### What to produce
All lines of the material that contain "bridge" must be copied out.

### Materials provided
•••

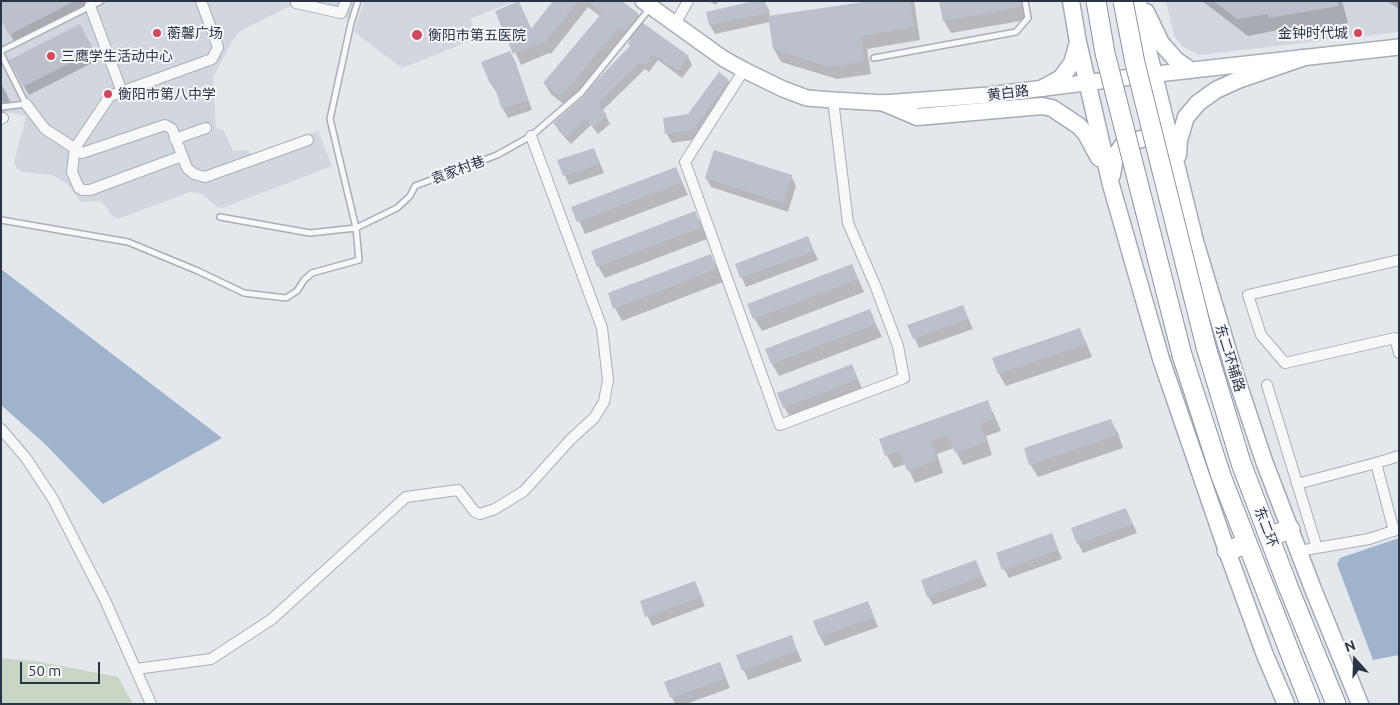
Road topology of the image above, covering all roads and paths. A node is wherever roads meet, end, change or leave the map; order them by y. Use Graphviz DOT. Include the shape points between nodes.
graph roads {
  1 [pos="101,1"];
  2 [pos="202,1"];
  3 [pos="296,1"];
  4 [pos="346,1"];
  5 [pos="358,1"];
  6 [pos="688,1"];
  7 [pos="1025,1"];
  8 [pos="1071,1"];
  9 [pos="1087,1"];
  10 [pos="1096,1"];
  11 [pos="1108,1"];
  12 [pos="1123,1"];
  13 [pos="1139,1"];
  14 [pos="647,4"];
  15 [pos="90,6"];
  16 [pos="676,24"];
  17 [pos="1078,42"];
  18 [pos="1399,47"];
  19 [pos="1,52"];
  20 [pos="874,58"];
  21 [pos="1302,58"];
  22 [pos="744,70"];
  23 [pos="1190,70"];
  24 [pos="1154,74"];
  25 [pos="1088,83"];
  26 [pos="1044,88"];
  27 [pos="122,92"];
  28 [pos="833,100"];
  29 [pos="884,103"];
  30 [pos="26,104"];
  31 [pos="1,107"];
  32 [pos="206,128"];
  33 [pos="531,136"];
  34 [pos="176,139"];
  35 [pos="308,140"];
  36 [pos="75,148"];
  37 [pos="182,156"];
  38 [pos="1178,170"];
  39 [pos="1111,185"];
  40 [pos="220,217"];
  41 [pos="1,220"];
  42 [pos="356,228"];
  43 [pos="1399,260"];
  44 [pos="1399,353"];
  45 [pos="1267,385"];
  46 [pos="1,429"];
  47 [pos="1399,456"];
  48 [pos="1376,463"];
  49 [pos="1297,484"];
  50 [pos="1290,529"];
  51 [pos="1396,530"];
  52 [pos="1269,537"];
  53 [pos="1246,544"];
  54 [pos="1317,548"];
  55 [pos="1227,551"];
  56 [pos="1299,551"];
  57 [pos="136,669"];
  58 [pos="151,704"];
  59 [pos="1286,704"];
  60 [pos="1310,704"];
  61 [pos="1336,704"];
  62 [pos="1360,704"];
  1 -- 15 [label="lane"];
  2 -- 27 [label="street" via="218,47 212,59"];
  3 -- 4 [label="street" via="341,13"];
  5 -- 42 [label="lane" via="330,119"];
  6 -- 16 [label="street"];
  7 -- 20 [label="lane" via="1028,18 1016,32"];
  8 -- 17 [label="main road"];
  9 -- 11 [label="main road"];
  10 -- 53 [label="highway, 东二环, bridge" via="1105,53 1182,355"];
  12 -- 52 [label="highway, 东二环, bridge" via="1135,63 1206,347 1241,463"];
  13 -- 23 [label="main road" via="1161,43"];
  13 -- 24 [label="main road, 东二环辅路"];
  14 -- 16 [label="main road, 黄白路"];
  14 -- 33 [label="lane, 袁家村巷" via="581,93"];
  15 -- 19 [label="lane"];
  15 -- 27 [label="street"];
  16 -- 22 [label="main road, 黄白路"];
  17 -- 25 [label="main road"];
  17 -- 26 [label="main road" via="1072,63 1061,78"];
  18 -- 21 [label="main road, 黄白路"];
  19 -- 30 [label="lane"];
  21 -- 23 [label="main road, 黄白路"];
  21 -- 38 [label="main road" via="1238,80 1198,103 1186,117 1181,133"];
  22 -- 28 [label="main road, 黄白路" via="807,98"];
  22 -- 28 [label="street" via="685,162 780,425 904,378 894,337 848,223"];
  23 -- 24 [label="main road, 黄白路"];
  24 -- 25 [label="main road, 黄白路"];
  24 -- 38 [label="main road, 东二环辅路"];
  25 -- 26 [label="main road, 黄白路"];
  25 -- 39 [label="main road"];
  26 -- 29 [label="main road, 黄白路"];
  27 -- 36 [label="street" via="110,96"];
  28 -- 29 [label="main road, 黄白路"];
  29 -- 39 [label="main road" via="917,117 1031,106 1052,108 1086,134"];
  30 -- 31 [label="lane"];
  30 -- 36 [label="street" via="45,129"];
  32 -- 34 [label="street"];
  33 -- 42 [label="lane, 袁家村巷" via="497,155 415,186 410,196 396,208"];
  33 -- 57 [label="street" via="602,328 608,380 604,402 594,418 524,491 496,510 475,512 458,490 406,497 272,619 211,659"];
  34 -- 36 [label="street" via="172,129 164,126 82,152"];
  34 -- 37 [label="street"];
  35 -- 37 [label="street" via="206,177 187,168"];
  36 -- 37 [label="street" via="72,172 83,190"];
  38 -- 39 [label="main road" via="1169,151 1160,144 1150,138 1138,139 1118,150"];
  38 -- 50 [label="main road, 东二环辅路" via="1195,241 1235,374"];
  39 -- 55 [label="main road" via="1161,359"];
  40 -- 42 [label="lane, 袁家村巷" via="310,233"];
  41 -- 42 [label="lane" via="128,242 244,293 286,298 297,291 312,273 359,260"];
  43 -- 44 [label="street" via="1248,295 1261,335 1285,363 1395,338"];
  45 -- 49 [label="street"];
  46 -- 57 [label="street" via="26,458 53,499"];
  47 -- 48 [label="street"];
  48 -- 49 [label="street"];
  48 -- 51 [label="street"];
  49 -- 54 [label="street"];
  50 -- 52 [label="highway"];
  50 -- 56 [label="main road, 东二环辅路"];
  51 -- 54 [label="street"];
  52 -- 61 [label="highway, 东二环"];
  53 -- 55 [label="highway"];
  53 -- 60 [label="highway, 东二环"];
  54 -- 56 [label="street"];
  55 -- 59 [label="main road"];
  56 -- 62 [label="main road, 东二环辅路"];
  57 -- 58 [label="street"];
}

•••

### Result of this task
  10 -- 53 [label="highway, 东二环, bridge" via="1105,53 1182,355"];
  12 -- 52 [label="highway, 东二环, bridge" via="1135,63 1206,347 1241,463"];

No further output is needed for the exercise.